Project Summary
Membranes play central and fundamental roles in cell biology. In addition to providing the physical and functional
interface between cellular life and the extracellular world, membranes enable most intracellular
compartmentalization in eukaryotes. Furthermore, close to a third of mammalian proteins are membrane
embedded, with their organization and activity intrinsically coupled to the emergent properties resulting from the
collective assembly of lipids and proteins into membranes. Despite this central importance, the structure and
organization of living plasma membranes (PMs) remain poorly characterized. Most notably, living membranes
are largely compositionally asymmetric; however, how those distinct leaflet compositions affect biophysical
properties remains almost completely unexplored. This knowledge gap has persisted because robust
technologies for exploring asymmetric membranes have not been available. However, recent methodological
breakthroughs have enabled the construction and characterization of complex, biomimetic, asymmetric bilayers.
In parallel, quantitative approaches have been developed to probe the biophysical asymmetry of living
membranes. Here, we propose to extend these studies through an unprecedented integration of lipidomics,
biophysical experiments, cryogenic transmission electron microscopy (cryoEM), and advanced molecular
simulations, to test our central hypothesis that compositionally asymmetric membranes have unique biophysical
properties resulting from robust coupling between lateral and transverse membrane organization. We will
approach this goal through three independent yet complementary lines of inquiry. In Aim 1, we will investigate
the biophysical coupling between leaflet asymmetry and membrane lateral organization in model membranes.

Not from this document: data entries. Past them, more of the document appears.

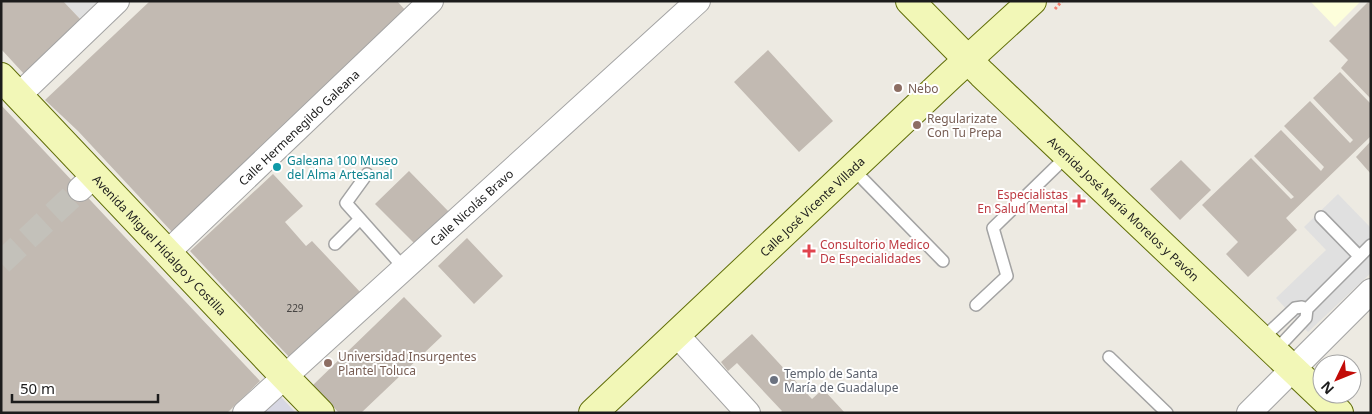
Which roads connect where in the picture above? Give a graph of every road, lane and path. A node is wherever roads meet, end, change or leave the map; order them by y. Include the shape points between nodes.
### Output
1 (117, 1) edge
2 (431, 1) edge
3 (698, 1) edge
4 (910, 1) edge
5 (1032, 1) edge
6 (968, 59) junction
7 (10, 86) edge
8 (1068, 155) junction
9 (852, 168) junction
10 (367, 174) dead end
11 (1321, 217) dead end
12 (360, 219) junction
13 (335, 244) dead end
14 (1371, 245) edge
15 (167, 253) junction
16 (1359, 256) junction
17 (943, 261) dead end
18 (404, 268) junction
19 (1371, 291) edge
20 (976, 305) dead end
21 (1307, 309) junction
22 (676, 334) junction
23 (1276, 354) junction
24 (1110, 357) dead end
25 (284, 376) junction
26 (245, 413) edge
27 (320, 413) edge
28 (593, 413) edge
29 (748, 413) edge
30 (1166, 413) edge
31 (1249, 413) edge
32 (1339, 413) edge

1 - 7 street
2 - 15 street, Calle Hermenegildo Galeana
3 - 18 street, Calle Nicolás Bravo
4 - 6 main road, Avenida José María Morelos y Pavón
5 - 6 main road, Calle José Vicente Villada
6 - 8 main road, Avenida José María Morelos y Pavón
6 - 9 main road, Calle José Vicente Villada
7 - 15 main road, Avenida Miguel Hidalgo y Costilla via 87,182
8 - 20 lane via 993,228 1007,276
8 - 23 main road, Avenida José María Morelos y Pavón
9 - 17 lane
9 - 22 main road, Calle José Vicente Villada
10 - 12 lane via 346,203
11 - 16 lane
12 - 13 lane
12 - 18 lane
14 - 16 lane
15 - 25 main road, Avenida Miguel Hidalgo y Costilla
16 - 21 lane
18 - 25 street, Calle Nicolás Bravo
19 - 23 street
21 - 23 lane via 1306,318
21 - 23 lane via 1295,308
22 - 28 main road, Calle José Vicente Villada
22 - 29 street
23 - 31 street
23 - 32 main road, Avenida José María Morelos y Pavón
24 - 30 lane
25 - 26 street, Calle Nicolás Bravo
25 - 27 main road, Avenida Miguel Hidalgo y Costilla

We will use confocal microscopy, cryoEM, and atomistic simulations to probe the dependence of lipid
composition on interleaflet coupling, thereby defining the compositional drivers and molecular mechanisms of
leaflet coupling in asymmetric bilayers. Aim 2 will extend these studies into more complex systems to define the
biophysical disparity between leaflets in compositionally biomimetic, asymmetric bilayers. We will compare
symmetric membranes representative of the inner and outer leaflet of mammalian PMs to their asymmetric
counterparts to directly identify the novel consequences arising from asymmetric lipid distributions. Finally, in
Aim 3 we will extend our studies into membrane asymmetry in live cell membranes. Recently developed
techniques to selectively probe individual leaflets of cultured mammalian cell PMs will be combined with
manipulations of compositional asymmetry to determine the biophysical asymmetry of the resting PM and its
perturbation by lipid scrambling. Finally, we will perform the first detailed cryoEM characterization of PMs in situ
to determine membrane thickness and density distributions in asymmetric compared to scrambled living
membranes. These studies comprise a comprehensive, integrated approach to characterize for the first time the
consequences of leaflet asymmetry on the structure and organization of biological membranes.